Cosa rende il servizio clienti nel Car-Sharing particolarmente impegnativo?
Andrea Iseppi:
Al contrario di un tradizionale noleggiatore di auto, noi abbiamo a che fare con molto utenti diversi da fare – dalla pensionata che per la prima volta prenota tramite app, fino al cliente aziendale che si aspetta efficienza a pressione di un pulsante. Le aspettative sono alte, e comunque tutto dovrebbe essere il più possibile economico, sostenibile e senza complicazioni. Ci vuole tatto.
Cosa desiderano di più i clienti?
Andrea:
Al primo posto c'è Affidabilità: Il veicolo è lì? Funziona la prenotazione? È carico? I nostri utenti sono molto diretti – se qualcosa non funziona, si segnalano subito. Va bene così. Ci basiamo quindi su comunicazione trasparente, prenotazione digitale e prezzi fissi. Chi ha prenotato una volta da noi, dovrebbe sapere a cosa si riferisce.
Quali sono i problemi quotidiani tipici – e come li risolvete?
Andrea:
Più spesso sentiamo: „Non riesco ad aprire il veicolo“. Nel 90 % dei casi è dovuto a Problemi Bluetooth – ad esempio perché lo smartphone non stabilisce una connessione stabile. Poi diventa frenetico. Per questo offriamo alternative: ad esempio il SwissPass come chiave fisica o – se necessario – un accesso remoto tramite il nostro servizio clienti. È importante: non lasciamo nessuno indietro.
Come gestite i ritardi nelle riconsegne o i veicoli bloccati?
Andrea:
Questo accade öter, più di quanto si pensi – soprattutto con i nuovi utenti. Se un veicolo non è pünktlich zurückkommt, chiamiamo la persona in movimento, chiediamo la posizione e comunicare attivamente con il nächsten cliente. Spesso basta così per calmare la situazione. Una Gespräch risulta spesso migliore di qualsiasi funzione dell'app.
E quando succede davvero un grosso incidente – cioè in caso di incidenti o guasti?
Andrea:
Anche questo capita. In particolare con i veicoli elettrici non è sempre chiaro se si tratta di un difetto tecnico o di un errore d'uso. Quando l'auto non è più pronta per la guida, il nostro servizio di assistenza stradale europeo, che è disponibile 24/7. In questi casi inviamo un Patrouilleur, che risolve il problema sul posto. I clienti non devono preoccuparsi di nulla.

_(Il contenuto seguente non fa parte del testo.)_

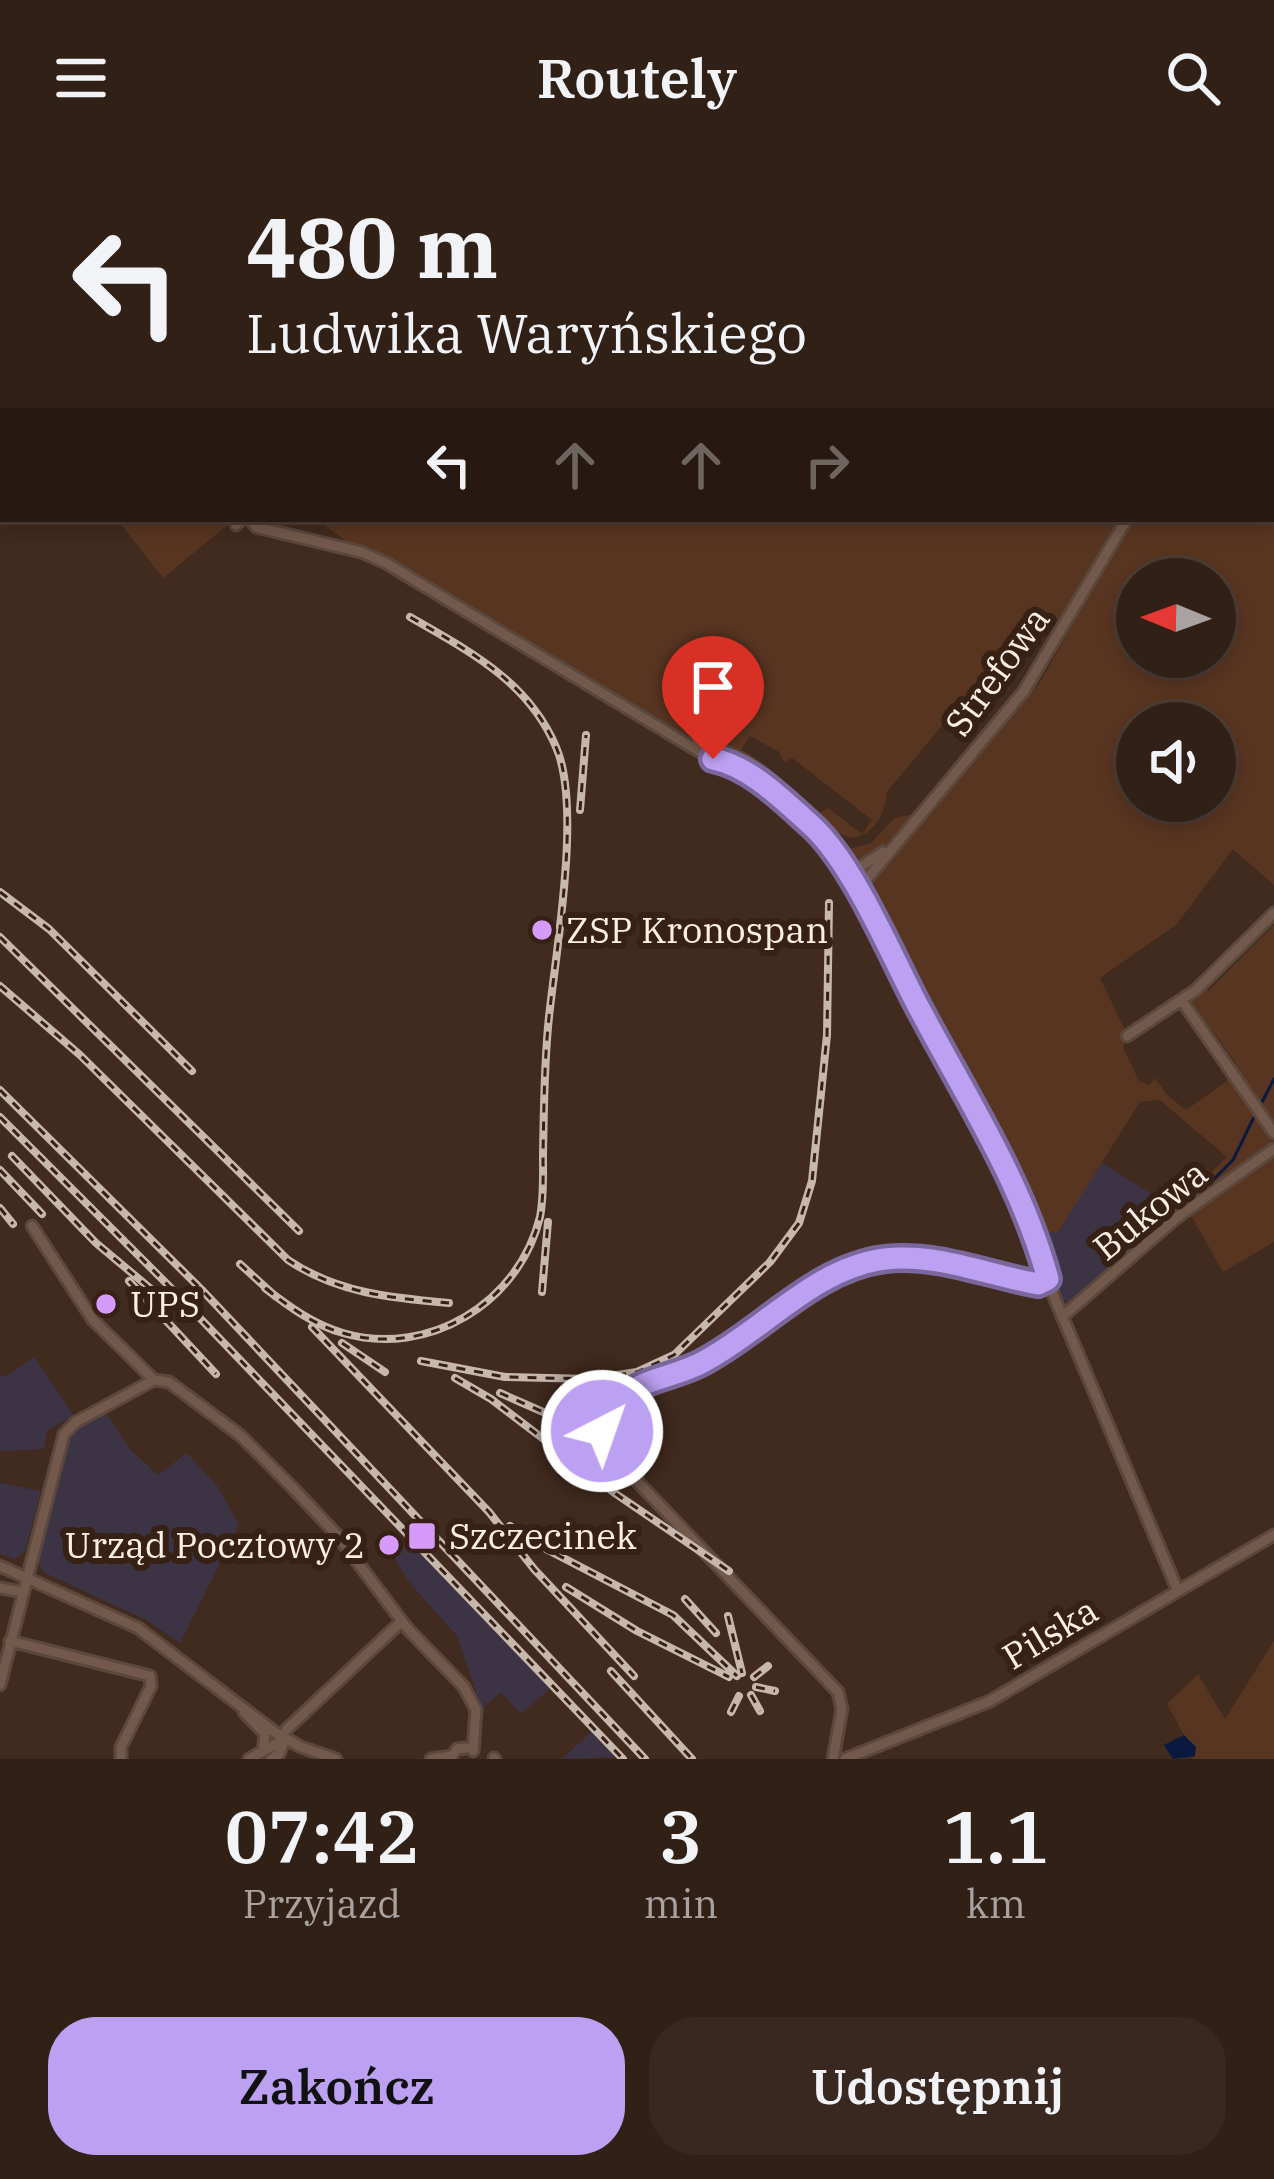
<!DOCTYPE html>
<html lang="pl">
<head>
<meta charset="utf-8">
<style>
	body { margin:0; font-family:"IBM Plex Serif",serif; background:#39281f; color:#f1f3f6; height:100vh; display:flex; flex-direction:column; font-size:45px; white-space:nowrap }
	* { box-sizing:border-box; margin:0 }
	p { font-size:39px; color:#a8a3a1 }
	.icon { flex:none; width:66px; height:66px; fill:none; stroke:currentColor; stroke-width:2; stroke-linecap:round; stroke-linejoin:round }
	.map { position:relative; height:1603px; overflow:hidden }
	.panel { display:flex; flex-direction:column; background:#312016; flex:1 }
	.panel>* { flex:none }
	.guide { position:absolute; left:0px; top:0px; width:1275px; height:366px; box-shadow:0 6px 18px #0003,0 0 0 3px #4c3e35; background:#312016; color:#f1f3f6; overflow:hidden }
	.needle { width:78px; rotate:271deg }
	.controls { position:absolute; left:1116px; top:402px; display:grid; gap:24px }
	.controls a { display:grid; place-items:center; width:120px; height:120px; border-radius:50%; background:#312016; box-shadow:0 6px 18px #0003,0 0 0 3px #4c3e35; font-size:60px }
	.pin { position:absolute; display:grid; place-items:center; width:102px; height:102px; color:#fff; margin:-123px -51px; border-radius:50% 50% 50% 0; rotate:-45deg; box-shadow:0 0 12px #0007 }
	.pin .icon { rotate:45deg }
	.me { position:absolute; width:132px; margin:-66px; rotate:41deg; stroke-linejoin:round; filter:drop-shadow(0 0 9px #0008) }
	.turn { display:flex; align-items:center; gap:42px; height:252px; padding:0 48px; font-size:54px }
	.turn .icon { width:156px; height:156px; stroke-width:2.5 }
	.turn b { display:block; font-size:84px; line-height:102px }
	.lanes { display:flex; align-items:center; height:114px; padding:0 48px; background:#0003; justify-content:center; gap:60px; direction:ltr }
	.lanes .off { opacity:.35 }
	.eta { display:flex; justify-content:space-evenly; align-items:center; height:204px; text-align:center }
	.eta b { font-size:72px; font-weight:600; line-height:84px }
	.cta { display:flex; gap:24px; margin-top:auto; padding:24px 48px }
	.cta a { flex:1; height:138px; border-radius:48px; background:#bca0f2; color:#111; font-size:48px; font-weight:600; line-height:138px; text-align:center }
	.cta a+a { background:#39281f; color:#f1f3f6 }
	header { display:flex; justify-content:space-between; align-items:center; height:156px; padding:0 48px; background:#312016; font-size:54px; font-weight:600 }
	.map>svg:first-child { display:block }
</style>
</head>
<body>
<header><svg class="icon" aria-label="menu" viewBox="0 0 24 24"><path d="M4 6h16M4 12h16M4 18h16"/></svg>Routely<svg class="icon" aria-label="search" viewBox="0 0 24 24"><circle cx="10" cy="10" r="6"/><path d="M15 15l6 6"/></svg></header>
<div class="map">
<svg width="1274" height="1603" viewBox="0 0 1274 1603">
	<rect width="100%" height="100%" fill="#412a1e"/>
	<path fill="#3c3445" d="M1101 1006 1178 1055 1069 1149 1061 1141 1042 1076H1058Z
		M34 1201 74 1260 47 1274 44 1293 0 1295V1220H7Z
		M106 1256 130 1293 158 1319 187 1297 218 1331 239 1369 180 1487 146 1464 43 1416 37 1404 70 1282 78 1272Z
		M0 1327 41 1335 25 1395 15 1403 0 1398Z
		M409 1384 550 1533 521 1558 501 1536 482 1553 457 1480 409 1426 393 1400Z
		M591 1576 617 1601 562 1603Z"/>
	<path fill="#583521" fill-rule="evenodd" d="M0 0H312L316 3H3L0 301Z
		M598 0H1274V48L1272 53V3H595Z
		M1274 73V729L1233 693 1177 768 1100 822 1129 882 1123 891 1139 925 1149 929 1155 922 1167 939 1186 954 1231 922 1272 986 1178 1055 1174 1053 1227 1001 1160 944 1140 946 1058 1076H1042L1022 1025 866 735 908 677 1040 526 1132 363H1272ZM1137 423H1215V501H1137ZM1137 567H1215V645H1137Z
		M117 363H235L163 422Z
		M316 363H1123L1070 457 1016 480 887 636C885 658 875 679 851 682L832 675 818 658 828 652 862 678 872 664 792 602 784 606 779 596 750 580 740 595 722 585 691 582 396 405 346 385Z
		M913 658C897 676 875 708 849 705L839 695 870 688 895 662Z
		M1274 769V972L1232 911 1236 907 1212 874 1207 877 1190 849 1204 831 1208 835Z
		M1274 997V1086L1223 1116 1189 1056Z
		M1274 1485V1603H1192L1195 1600 1167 1548 1198 1518 1225 1563Z"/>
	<path fill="#09193f" d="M1184 1579 1196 1591 1195 1600 1173 1603 1164 1589Z"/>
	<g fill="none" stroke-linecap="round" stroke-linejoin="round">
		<path stroke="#09193f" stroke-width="3" d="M1260 950 1274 923
			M1213 1024 1233 1004 1254 961"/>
		<g stroke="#5b473c" stroke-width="15">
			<path id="minor" d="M314 0 319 3
				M453 3V0
				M589 3 592 0
				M1272 65 1274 60
				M250 363 256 371 361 396 386 407 710 602 734 611 777 638 810 668 848 719 1017 1032 1055 1143 1177 1433
				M236 369 242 363
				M694 589C734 590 769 619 795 647
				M848 719 883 696
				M857 735 1024 535 1127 363
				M1182 845 1274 977
				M1127 880 1196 834 1274 757
				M32 1070 93 1164 154 1224
				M1062 1161 1176 1062 1274 993
				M154 1224 169 1226 241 1280 292 1331 337 1379 407 1472 464 1531 476 1554 473 1595
				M0 1410 138 1472 276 1577 301 1591 336 1603
				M0 1432 22 1436
				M10 1485 150 1520 151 1530 121 1591V1603
				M0 1529 64 1278 76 1266 154 1224
				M244 1556 265 1578 263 1595
				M286 1574 402 1465
				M494 1602 495 1603
				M249 1603 285 1583
				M271 1603 279 1598 285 1583
				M431 1603 452 1600 457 1593 466 1592
				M833 1603 842 1553 838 1536 613 1300C603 1286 598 1273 608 1258 630 1226 671 1223 703 1206 761 1176 810 1117 876 1105 931 1095 984 1119 1038 1128L1048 1123
				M845 1603 990 1545 1274 1379"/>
		</g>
		<use href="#minor" stroke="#72594b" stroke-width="9"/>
		<g stroke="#c8b7ad" stroke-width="8">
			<path id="rail" d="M580 654 586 579
				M0 736 49 773 192 915
				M0 781 299 1075
				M0 830 80 899 288 1104C337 1137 391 1142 449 1147
				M0 934 202 1134 645 1603
				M0 961 173 1134 623 1603
				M12 1000 96 1087 151 1133
				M0 1014 42 1058
				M0 1052 13 1068
				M240 1108 275 1140
				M129 1125 216 1218
				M265 1132C288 1150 314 1169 343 1177 428 1202 519 1147 540 1061 544 1040 543 1019 543 998 544 952 544 907 549 861 556 794 582 650 556 591 528 525 469 495 410 461
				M542 1136 548 1066
				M312 1171 489 1356 534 1413 634 1520
				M342 1187 385 1216
				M421 1205 505 1221 591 1223 637 1216 674 1199 770 1106 799 1067 812 1025 827 879 829 747
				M455 1222 491 1243 616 1338 729 1415
				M500 1237 557 1262
				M510 1370 548 1394 673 1459 737 1520
				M566 1431 637 1475 729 1521
				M685 1443 716 1477
				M728 1460 742 1517
				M611 1515 692 1603
				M754 1521 768 1510
				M756 1531 775 1535
				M751 1539 760 1555
				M731 1556 739 1540"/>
		</g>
		<use href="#rail" stroke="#362114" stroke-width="3" stroke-dasharray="9" stroke-linecap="butt"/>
	</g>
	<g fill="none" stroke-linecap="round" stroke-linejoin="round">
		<g stroke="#7a689d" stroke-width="30">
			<path id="route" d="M602 1275C606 1260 615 1247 627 1238 648 1222 680 1219 703 1206 764 1174 814 1112 885 1103 937 1097 988 1119 1038 1128L1048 1123C1021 1024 966 941 918 850 891 799 853 707 811 669 784 645 750 610 713 603"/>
		</g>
		<use href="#route" stroke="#bca0f2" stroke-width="21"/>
	</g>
	<g fill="#d69bfa" stroke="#362114" stroke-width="4.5">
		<circle cx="542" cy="774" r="12"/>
		<circle cx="106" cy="1148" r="12"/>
		<rect x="407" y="1365" width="30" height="30" rx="6"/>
		<circle cx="389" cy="1389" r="12"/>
	</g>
	<g text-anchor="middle" stroke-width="12" stroke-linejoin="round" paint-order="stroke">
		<g font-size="36" fill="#fff0e7" stroke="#362114">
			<text transform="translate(997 515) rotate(-54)" y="13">Strefowa</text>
			<text transform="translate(1150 1054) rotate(-39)" y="13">Bukowa</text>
			<text transform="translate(1050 1477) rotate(-31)" y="13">Pilska</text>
		</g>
		<g font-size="36" fill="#fff0e7" stroke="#362114" text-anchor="start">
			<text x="566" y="787">ZSP Kronospan</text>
			<text x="130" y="1161">UPS</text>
			<text x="449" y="1393">Szczecinek</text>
			<text x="365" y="1402" text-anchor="end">Urząd Pocztowy 2</text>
		</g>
	</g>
</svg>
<div class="controls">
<a><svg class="needle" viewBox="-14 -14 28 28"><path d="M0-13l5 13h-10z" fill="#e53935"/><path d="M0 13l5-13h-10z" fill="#a8a3a1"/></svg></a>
<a><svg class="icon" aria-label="sound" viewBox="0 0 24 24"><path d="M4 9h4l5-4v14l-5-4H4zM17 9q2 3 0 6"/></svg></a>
</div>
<div class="pin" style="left:713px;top:603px;background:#d93025"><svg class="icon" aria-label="arrive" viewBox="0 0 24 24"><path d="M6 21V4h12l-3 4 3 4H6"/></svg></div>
<svg class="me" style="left:602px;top:1275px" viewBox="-20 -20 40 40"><circle r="17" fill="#bca0f2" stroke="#fff" stroke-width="3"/><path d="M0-11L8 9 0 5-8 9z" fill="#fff"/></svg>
<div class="guide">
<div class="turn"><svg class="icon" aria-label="left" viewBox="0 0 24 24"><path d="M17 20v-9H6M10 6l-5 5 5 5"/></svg><div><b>480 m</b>Ludwika Waryńskiego</div></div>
<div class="lanes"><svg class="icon" aria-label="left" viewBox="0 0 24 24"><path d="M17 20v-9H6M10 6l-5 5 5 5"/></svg><svg class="icon off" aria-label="ahead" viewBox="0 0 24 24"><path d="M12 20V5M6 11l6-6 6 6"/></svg><svg class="icon off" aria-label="ahead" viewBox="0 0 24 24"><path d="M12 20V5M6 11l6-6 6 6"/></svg><svg class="icon off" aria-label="right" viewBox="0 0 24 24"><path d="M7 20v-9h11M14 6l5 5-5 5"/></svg></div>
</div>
</div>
<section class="panel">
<div class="eta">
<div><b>07:42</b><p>Przyjazd</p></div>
<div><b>3</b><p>min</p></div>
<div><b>1.1</b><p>km</p></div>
</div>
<div class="cta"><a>Zakończ</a><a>Udostępnij</a></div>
</section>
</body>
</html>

Che succede con le fatture? Arrivano anche molte domande?
Andrea:
Sì, è un tema ricorrente – e, ad essere sinceri, del tutto comprensibile. Le fatture del car sharing sembrano spesso complicate: tariffa di ricarica qui, supplemento per ritardo lì. Ma: La maggior parte delle richieste può essere risolta molto rapidamente, se si prende il tempo. Spieghiamo volentieri ogni voce – al telefono, via email o di persona. Molti sono poi positivamente sorpresi da quanto siamo aperti nel gestirlo.
Conclusione – Il servizio clienti è il motore invisibile della mobilità condivisa
Digitalizzazione, mobilità elettrica, obiettivi climatici – tutto importante. Ma senza servizio clienti funzionante rimane solo teoria. Ciò che Andrea Iseppi con il suo team di Sponti-Car täglich offre, dimostra: Il futuro della Mobilität è non solo una questione di tecnologia, ma anche della vicinanza umana Nähe e della comprensione Verständnis für esigenze reali. E a volte basta già una conversazione onesta, per risolvere un problema.